Проект сепаратного договора Германии с Россией был найден в чемодане самого К. Он состоял из 12 печатных листов большого формата. По одному из печатных приложений к договору можно было заключить, что при его передаче в Стокгольме К. должен был получить авансом в два приема 20 тысяч рублей; при этом тут же оговаривалось, что означенная сумма должна быть увеличена, но не указывалось, до какой цифры, и было неясно, к какому именно времени.
В самом тексте бросалось в глаза требование самостоятельности Финляндии и Украины; о других народностях ни слова. Меня тогда же поразило совпадение, что Ленин в своей пропаганде также не переставал призывать к отделению только Финляндии и Украины; я даже решил приобщить к делам Ленина и этот договор в немецкой редакции как косвенную улику[31].
Нотович сразу же подтвердил, что продал К. свою газету «Петроградский курьер». Он говорил, что не знал о происхождении денег. Уступая просьбе моих следователей, я его отпустил.
Но самое главное было привезено на другой день из Москвы, это — собственноручное письмо К., написанное им, когда он был в Москве, но не отправленное по почте, а переданное «шведу» Дитрихсу для провоза через границу в Стокгольм, письмо, адресованное Брейденбейд.
Дитрихс не успел выехать в Стокгольм: он был обыскан, как близкое к К. лицо, с которым последний часто виделся, когда ездил закупать «Русское слово».
Письмо на 8 страницах на французском языке. Его читали в оригинале все юристы контрразведки, а также Переверзев. Оно было сфотографировано в нашей лаборатории. Одну из фотографий я поднес на память Переверзеву. Оригинал был, конечно, передан следователю.
На первой странице, после обычных приветствий, — аллегория — сравнение России с густым лесом, сквозь чащу которого с трудом пробирается К. Со второй страницы дословно: «Мы много работали, чтобы “chasser” (фр. — прогнать) Милюкова и Гучкова. Теперь почва подготовлена: “à bon entendeur salut”»[32].

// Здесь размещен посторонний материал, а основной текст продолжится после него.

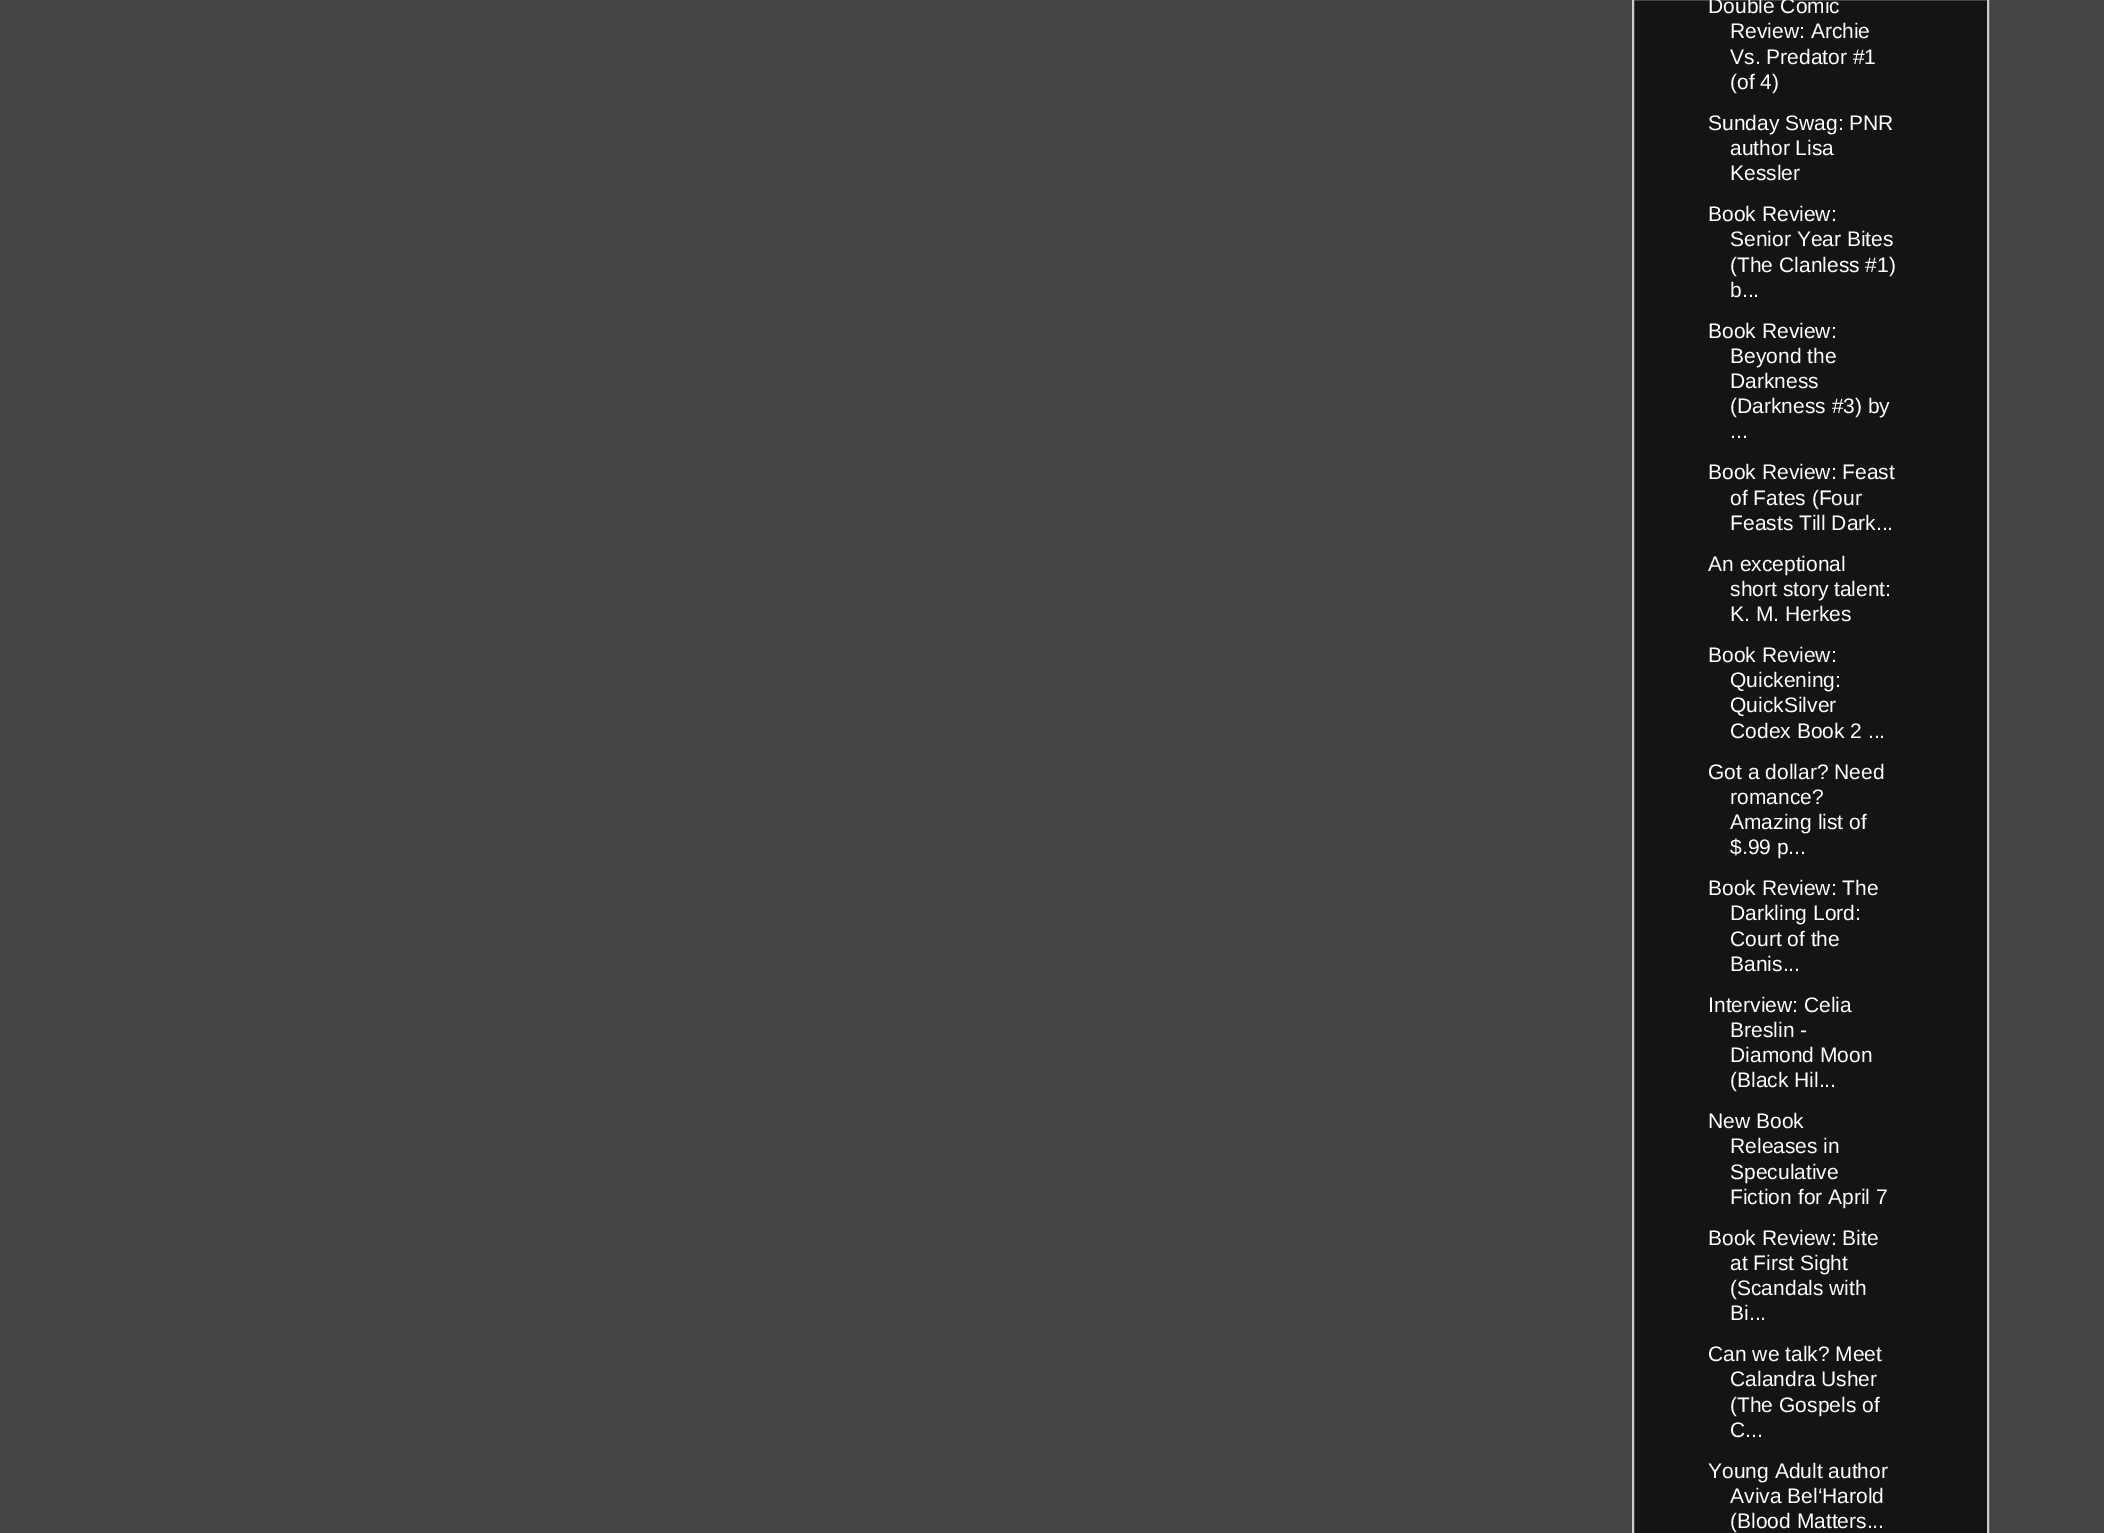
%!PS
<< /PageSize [2104 1533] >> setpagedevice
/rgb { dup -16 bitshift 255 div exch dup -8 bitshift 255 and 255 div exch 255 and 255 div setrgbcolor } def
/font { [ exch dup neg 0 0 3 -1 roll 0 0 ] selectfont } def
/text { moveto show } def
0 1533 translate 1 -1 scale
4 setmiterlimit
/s1 { /LiberationSans-Regular 21 font 16#FFFFFF rgb } def
16#444444 rgb
0 0 2104 1533 rectfill
16#141414 rgb
1633 -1 moveto 1988 -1 lineto 1988 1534 lineto 1633 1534 lineto closepath gsave fill grestore
16#CCCCCC rgb
2 setlinewidth
stroke
s1
(Double Comic) 1708 13 text
(Review: Archie) 1730 38 text
(Vs. Predator #1) 1730 64 text
(\(of 4\)) 1730 89 text
(Sunday Swag: PNR) 1708 130 text
(author Lisa) 1730 155 text
(Kessler) 1730 180 text
(Book Review:) 1708 221 text
(Senior Year Bites) 1730 246 text
(\(The Clanless #1\)) 1730 272 text
(b...) 1730 297 text
(Book Review:) 1708 338 text
(Beyond the) 1730 363 text
(Darkness) 1730 388 text
(\(Darkness #3\) by) 1730 413 text
(...) 1730 438 text
(Book Review: Feast) 1708 479 text
(of Fates \(Four) 1730 505 text
(Feasts Till Dark...) 1730 530 text
(An exceptional) 1708 571 text
(short story talent:) 1730 596 text
(K. M. Herkes) 1730 621 text
(Book Review:) 1708 662 text
(Quickening:) 1730 687 text
(QuickSilver) 1730 712 text
(Codex Book 2 ...) 1730 738 text
(Got a dollar? Need) 1708 779 text
(romance?) 1730 804 text
(Amazing list of) 1730 829 text
($.99 p...) 1730 854 text
(Book Review: The) 1708 895 text
(Darkling Lord:) 1730 920 text
(Court of the) 1730 946 text
(Banis...) 1730 971 text
(Interview: Celia) 1708 1012 text
(Breslin -) 1730 1037 text
(Diamond Moon) 1730 1062 text
(\(Black Hil...) 1730 1087 text
(New Book) 1708 1128 text
(Releases in) 1730 1153 text
(Speculative) 1730 1179 text
(Fiction for April 7) 1730 1204 text
(Book Review: Bite) 1708 1245 text
(at First Sight) 1730 1270 text
(\(Scandals with) 1730 1295 text
(Bi...) 1730 1320 text
(Can we talk? Meet) 1708 1361 text
(Calandra Usher) 1730 1386 text
(\(The Gospels of) 1730 1412 text
(C...) 1730 1437 text
(Young Adult author) 1708 1478 text
(Aviva Bel‘Harold) 1730 1503 text
(\(Blood Matters...) 1730 1528 text
showpage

Далее следует очень красноречиво изложенная просьба — скорей передать партии центра — Рейхстага, чтобы она перестала бряцать оружием, и доказать этой партии, что ее непримиримые требования аннексий и контрибуций губят Германию. Тут же указывается, что Ленин не соглашается поддерживать эти требования. Эти, сказал бы, настойчивые указания и советы партии центра Рейхстага занимали около половины письма. Наконец, уже близко к концу, просьба — перевести полмиллиона рублей через Стокгольм, полмиллиона — через Христианию.